[Opening Data for processing section]

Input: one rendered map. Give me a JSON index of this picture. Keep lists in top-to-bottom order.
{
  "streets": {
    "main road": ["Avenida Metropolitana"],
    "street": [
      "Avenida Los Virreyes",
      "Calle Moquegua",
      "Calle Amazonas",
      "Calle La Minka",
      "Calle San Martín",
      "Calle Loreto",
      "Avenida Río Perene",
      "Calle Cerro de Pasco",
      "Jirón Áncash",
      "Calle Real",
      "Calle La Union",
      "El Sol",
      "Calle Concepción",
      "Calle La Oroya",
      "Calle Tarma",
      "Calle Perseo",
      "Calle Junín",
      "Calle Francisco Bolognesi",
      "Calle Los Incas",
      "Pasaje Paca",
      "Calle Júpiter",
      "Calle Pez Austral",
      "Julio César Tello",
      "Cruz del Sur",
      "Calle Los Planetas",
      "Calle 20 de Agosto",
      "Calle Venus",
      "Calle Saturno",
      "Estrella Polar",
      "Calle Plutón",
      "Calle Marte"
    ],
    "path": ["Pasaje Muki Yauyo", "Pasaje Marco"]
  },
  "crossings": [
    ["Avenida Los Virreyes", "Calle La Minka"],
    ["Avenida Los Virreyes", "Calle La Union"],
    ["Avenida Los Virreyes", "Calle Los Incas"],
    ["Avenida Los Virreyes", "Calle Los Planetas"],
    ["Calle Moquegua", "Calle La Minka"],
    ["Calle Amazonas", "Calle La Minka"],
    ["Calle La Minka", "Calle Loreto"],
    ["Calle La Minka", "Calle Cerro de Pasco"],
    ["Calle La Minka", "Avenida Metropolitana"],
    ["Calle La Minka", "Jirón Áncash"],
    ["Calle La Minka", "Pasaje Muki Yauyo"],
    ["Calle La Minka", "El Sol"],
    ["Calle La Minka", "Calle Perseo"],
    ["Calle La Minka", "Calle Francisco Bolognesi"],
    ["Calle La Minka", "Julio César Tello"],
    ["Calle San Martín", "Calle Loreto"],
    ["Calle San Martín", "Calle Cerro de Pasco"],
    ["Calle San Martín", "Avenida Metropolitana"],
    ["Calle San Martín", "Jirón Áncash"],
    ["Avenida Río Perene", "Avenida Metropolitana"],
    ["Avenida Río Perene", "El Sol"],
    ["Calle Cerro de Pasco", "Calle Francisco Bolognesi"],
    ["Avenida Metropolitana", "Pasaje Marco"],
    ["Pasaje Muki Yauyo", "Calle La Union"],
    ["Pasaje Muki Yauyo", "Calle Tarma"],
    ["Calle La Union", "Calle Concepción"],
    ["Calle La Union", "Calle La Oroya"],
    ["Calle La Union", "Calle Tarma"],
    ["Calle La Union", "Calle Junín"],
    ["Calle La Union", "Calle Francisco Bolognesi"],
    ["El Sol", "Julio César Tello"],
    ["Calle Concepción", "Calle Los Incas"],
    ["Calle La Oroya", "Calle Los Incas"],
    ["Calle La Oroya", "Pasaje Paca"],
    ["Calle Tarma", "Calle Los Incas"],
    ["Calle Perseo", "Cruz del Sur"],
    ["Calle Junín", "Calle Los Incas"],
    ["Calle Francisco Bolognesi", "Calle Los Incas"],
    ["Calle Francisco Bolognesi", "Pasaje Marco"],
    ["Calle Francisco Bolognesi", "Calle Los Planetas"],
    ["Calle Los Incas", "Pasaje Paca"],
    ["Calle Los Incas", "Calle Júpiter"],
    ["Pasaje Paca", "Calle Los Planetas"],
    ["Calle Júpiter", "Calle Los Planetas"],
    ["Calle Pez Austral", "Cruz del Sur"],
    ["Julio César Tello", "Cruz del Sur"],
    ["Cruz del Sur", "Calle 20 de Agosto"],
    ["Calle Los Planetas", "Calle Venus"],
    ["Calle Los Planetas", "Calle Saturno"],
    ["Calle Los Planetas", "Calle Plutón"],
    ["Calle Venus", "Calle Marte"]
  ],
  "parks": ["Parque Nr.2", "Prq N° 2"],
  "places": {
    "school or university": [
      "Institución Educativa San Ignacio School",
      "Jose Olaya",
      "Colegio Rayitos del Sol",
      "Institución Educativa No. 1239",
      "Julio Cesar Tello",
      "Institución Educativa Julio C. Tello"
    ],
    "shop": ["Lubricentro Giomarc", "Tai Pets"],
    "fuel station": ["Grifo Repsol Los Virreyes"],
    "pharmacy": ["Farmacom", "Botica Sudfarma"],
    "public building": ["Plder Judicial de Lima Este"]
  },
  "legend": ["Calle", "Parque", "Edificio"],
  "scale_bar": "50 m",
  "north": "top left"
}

[Closing Data for processing section]

*Task instructions*
The expected result is a copy of each line in the records where "Francisco" appears.

*Output of the exercise*
      "Calle Francisco Bolognesi",
    ["Calle La Minka", "Calle Francisco Bolognesi"],
    ["Calle Cerro de Pasco", "Calle Francisco Bolognesi"],
    ["Calle La Union", "Calle Francisco Bolognesi"],
    ["Calle Francisco Bolognesi", "Calle Los Incas"],
    ["Calle Francisco Bolognesi", "Pasaje Marco"],
    ["Calle Francisco Bolognesi", "Calle Los Planetas"],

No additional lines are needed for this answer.